We can reuse assign_op and project_step, but for this new goal, we must write a new optim_step.

optim_step = tf.train.GradientDescentOptimizer( learning_rate).minimize(average_loss, var_list=[x_hat])

Finally, we are ready to run PGD to generate confrontation input. As in the previous example, select "avocado" as our target class.

demo_epsilon = 8.0/255.0 # still a pretty small perturbation demo_lr = 2e-1 demo_steps = 300 demo_target = 924 # "guacamole" # initialization step sess.run(assign_op, feed_dict={x: img}) # projected gradient descent for i in range(demo_steps): # gradient descent step _, loss_value = sess.run( [optim_step, average_loss], feed_dict={learning_rate: demo_lr, y_hat: demo_target}) # project step sess.run(project_step, feed_dict={x: img, epsilon: demo_epsilon}) if (i+1) % 50 == 0: print('step %d, loss=%g' % (i+1, loss_value)) adv_robust = x_hat.eval() # retrieve the adversarial example step 50, loss=0.0804289 step 100, loss=0.0270499 step 150, loss=0.00771527 step 200, loss=0.00350717 step 250, loss=0.00656128 step 300, loss=0.00226182

This confrontation image is highly trusted to be classified as "avocado", even in the case of rotation!

rotated_example = rotated_image.eval(feed_dict={image: adv_robust, angle: ex_angle}) classify(rotated_example, correct_class=img_class, target_class=demo_target)

[image upload failed... (image-c6194d-1515921665436)]

Let's take a look at the rotation invariance of the robust counter sample generated in the whole angle range, and see that P(y'|x') is θ ∈[- π/4，π/4].

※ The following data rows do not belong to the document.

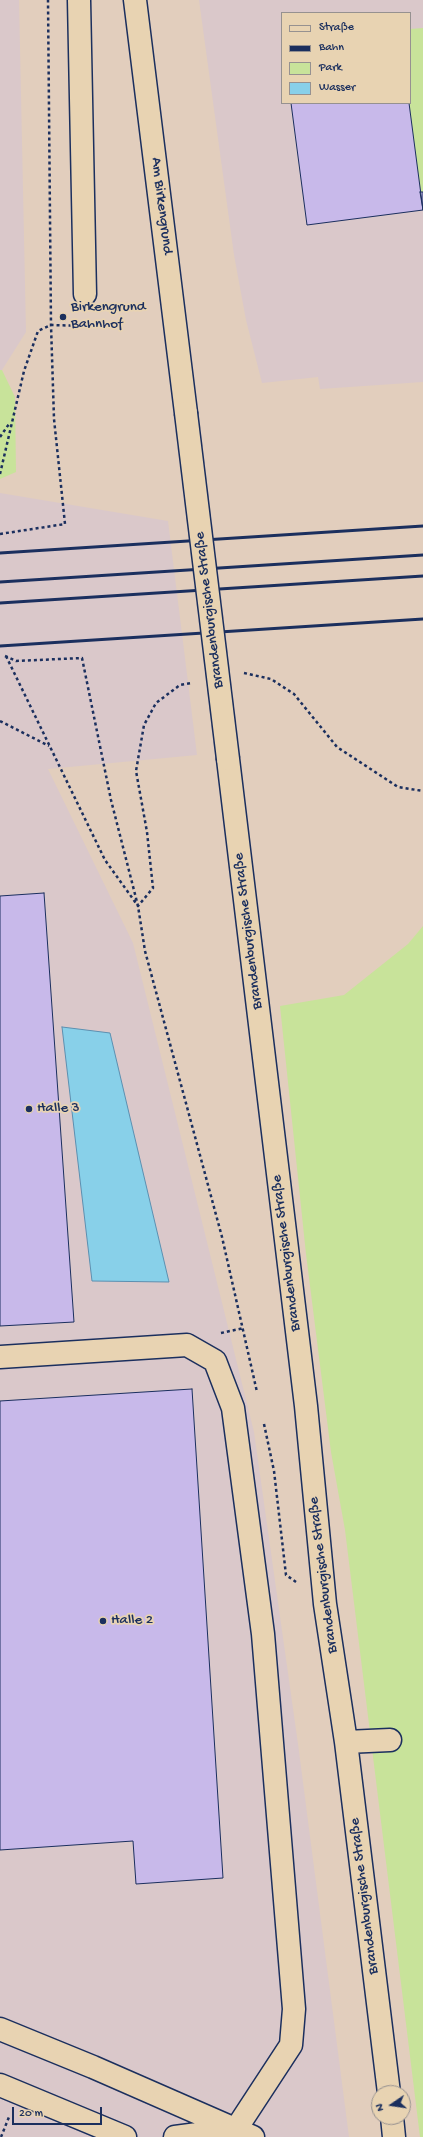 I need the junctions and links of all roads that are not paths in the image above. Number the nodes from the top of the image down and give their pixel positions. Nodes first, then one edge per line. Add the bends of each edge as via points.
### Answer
1 (79, 0) edge
2 (135, 0) edge
3 (85, 294) dead end
4 (186, 413) joint
5 (0, 1357) edge
6 (390, 1740) dead end
7 (346, 1742) junction
8 (0, 2029) edge
9 (0, 2085) edge
10 (388, 2085) edge
11 (393, 2125) edge
12 (241, 2134) edge
13 (125, 2137) edge
14 (175, 2137) edge
15 (394, 2137) edge

1 - 3 street
2 - 4 street, Am Birkengrund
4 - 7 street, Brandenburgische Straße, bridge via 305,1398 325,1604
5 - 12 street via 186,1345 215,1361 233,1408 263,1634 294,2009 292,2045
6 - 7 street
7 - 10 street, Brandenburgische Straße
8 - 12 street via 94,2067
9 - 13 street
11 - 15 street
12 - 14 street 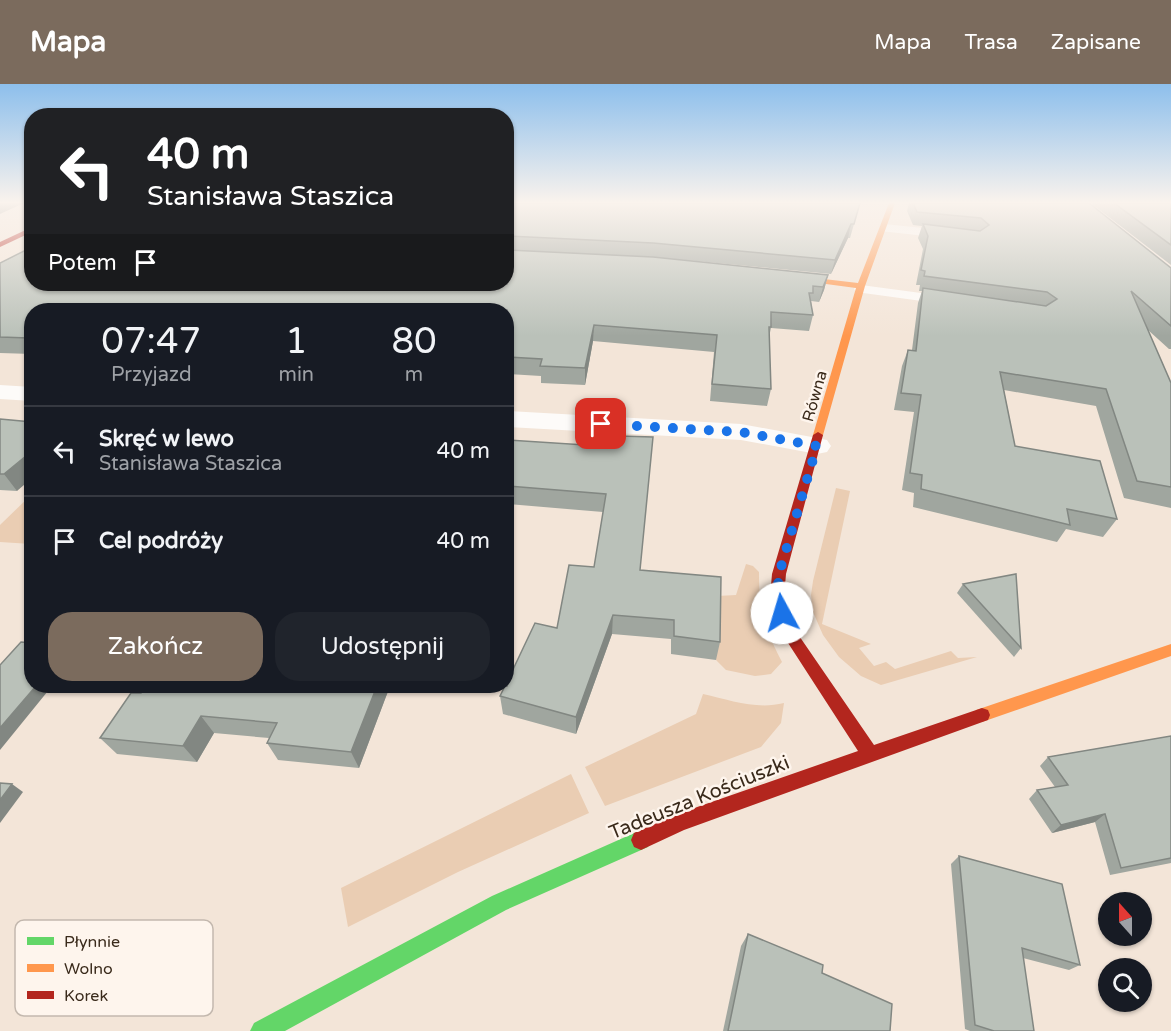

thetas = np.linspace(-np.pi/4, np.pi/4, 301) p_naive = [] p_robust = [] for theta in thetas: rotated = rotated_image.eval(feed_dict={image: adv_robust, angle: theta}) p_robust.append(probs.eval(feed_dict={image: rotated})[0][demo_target]) rotated = rotated_image.eval(feed_dict={image: adv, angle: theta}) p_naive.append(probs.eval(feed_dict={image: rotated})[0][demo_target]) robust_line, = plt.plot(thetas, p_robust, color='b', linewidth=2, label='robust') naive_line, = plt.plot(thetas, p_naive, color='r', linewidth=2, label='naive') plt.ylim([0, 1.05]) plt.xlabel('rotation angle') plt.ylabel('target class probability') plt.legend(handles=[robust_line, naive_line], loc='lower right') plt.show()

[image upload failed... (image-90a84f-1515921665436)]

As can be seen from the blue curve in the figure, the generated countermeasure sample is super effective.